The Focus is the third Ford nameplate assembled here. The first, the subcompact Fiesta, has been a flop. Sales fell 52.0 percent in the first seven months from the year-ago period, to 6,275 units, according to Automotive Resources Asia, a Shanghai consulting firm.
The second, the Mondeo full-sized sedan, has been a modest success. Sales rose 1.2 percent in the first seven months, to 19,948 units.
GM sells about five times more domestically assembled vehicles in China than Ford. Shanghai GM sold 252,058 domestically made cars in China in 2004; Changan Ford sold 47,119.
Ford started local production in China in 2003; GM began in 1999.
The intermediate-sized car segment, which includes the Focus, grew by a healthy 13.9 percent in the first seven months of 2005 to 595,751 units, according to Automotive Resources. And Chinese consumers know the Focus from the Internet and numerous auto magazines here.
"I think (the Focus) will have a lot of potential," says Yale Zhang, director of emerging markets vehicle forecasts for CSM Asia in Shanghai.
Ford's 2005 Focus sales target is a modest 8,000 units.
Dealers already have more than 2,000 orders for the Focus, says Thomas.
"We believe that the Focus is coming to China at just the right time. The B and C segments (small and intermediate-sized vehicles) are the biggest segments in the market, and they will continue to be," he says.
Ford won't forecast 2006 sales. "We have a lot of learning in this segment," says Phil Spender, president of Changan Ford Automobile Co., Ford's joint venture with the Changan Automobile Group.
And as demand shifts to China's poorer inland cities and gasoline prices rise, demand for smaller cars is increasing while sales of intermediate-sized vehicles slow.
In addition, competition in the Focus' segment is fierce. The Buick Excelle, Chevrolet Sail, Hyundai Elantra, Kia Cerato, Toyota Corolla, Volkswagen Golf and Bora, Nissan Tiida and Sunny, Peugeot 307 and Mazda Familia already vie for customers in China.
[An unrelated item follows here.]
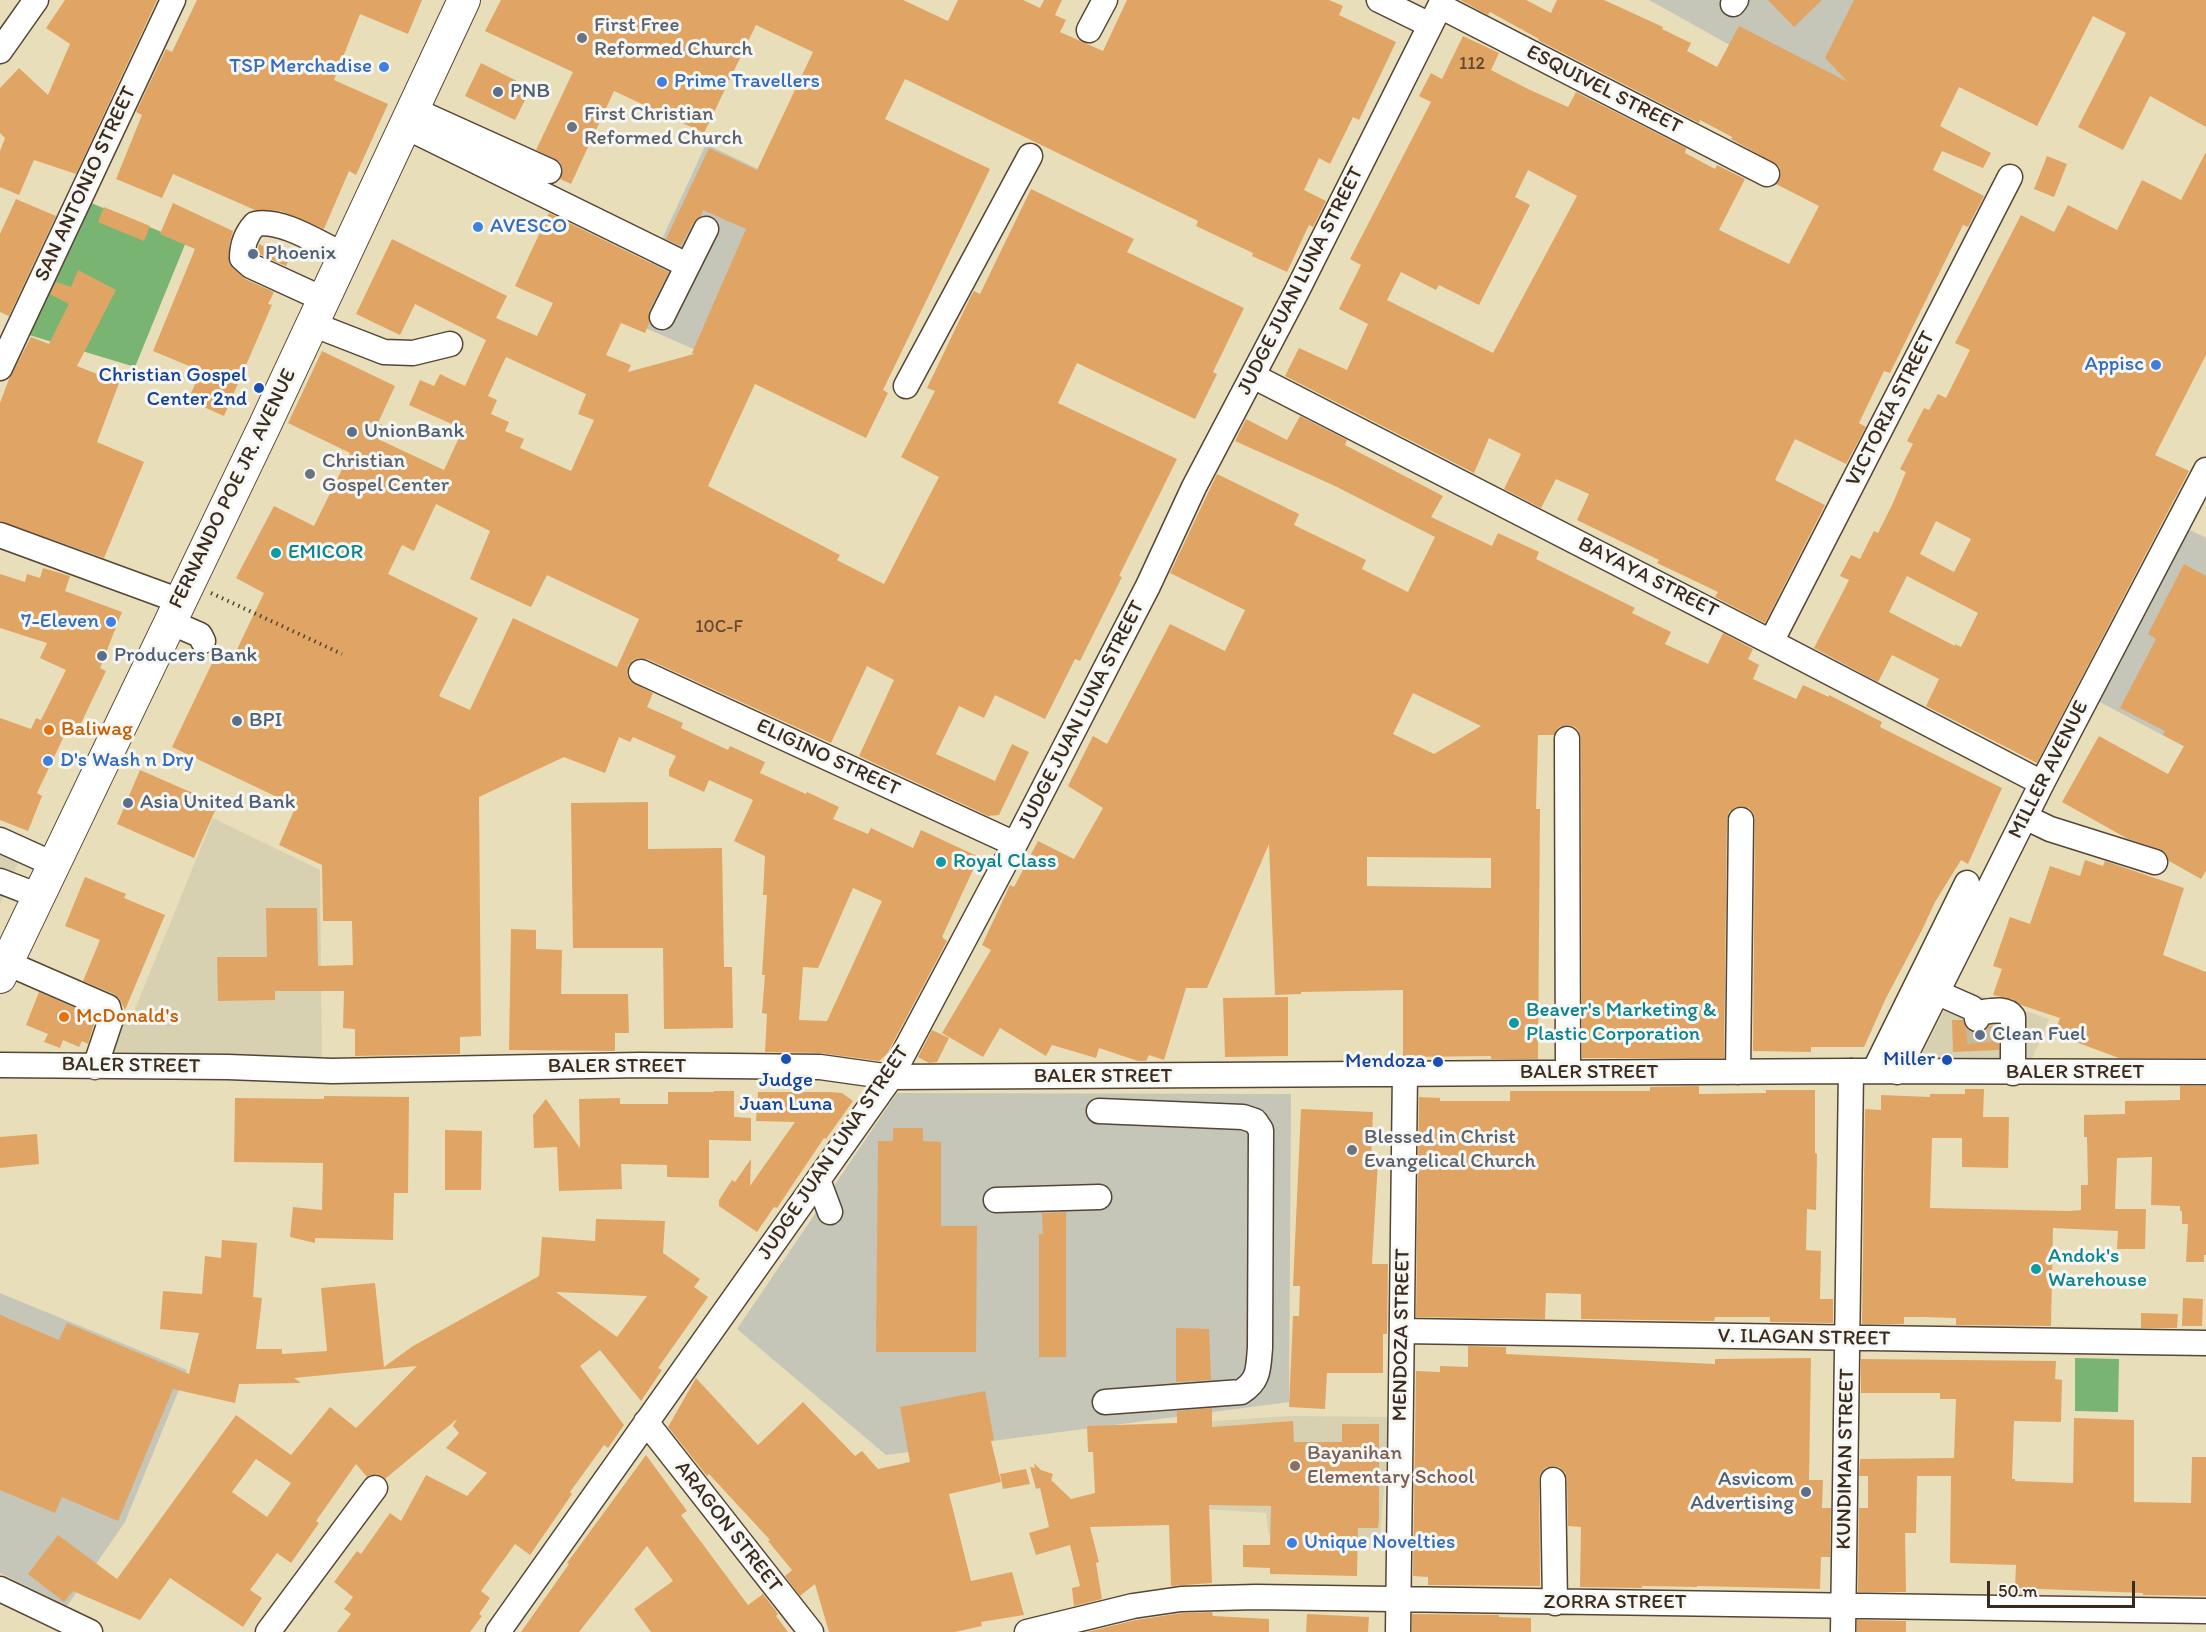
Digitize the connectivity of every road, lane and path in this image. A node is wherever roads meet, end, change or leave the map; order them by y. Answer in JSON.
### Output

The Focus is competitively priced. Three models, equipped with either a 1.8-liter engine or a 2.0-liter engine, are on sale in China. They are priced from 129,800 yuan to 175,800 yuan, or about $16,000 to $21,725 at current exchange rates.
Among competitors, the Excelle is priced from about $13,900 to $20,800, and the Elantra sells for about $13,400 to $18,300.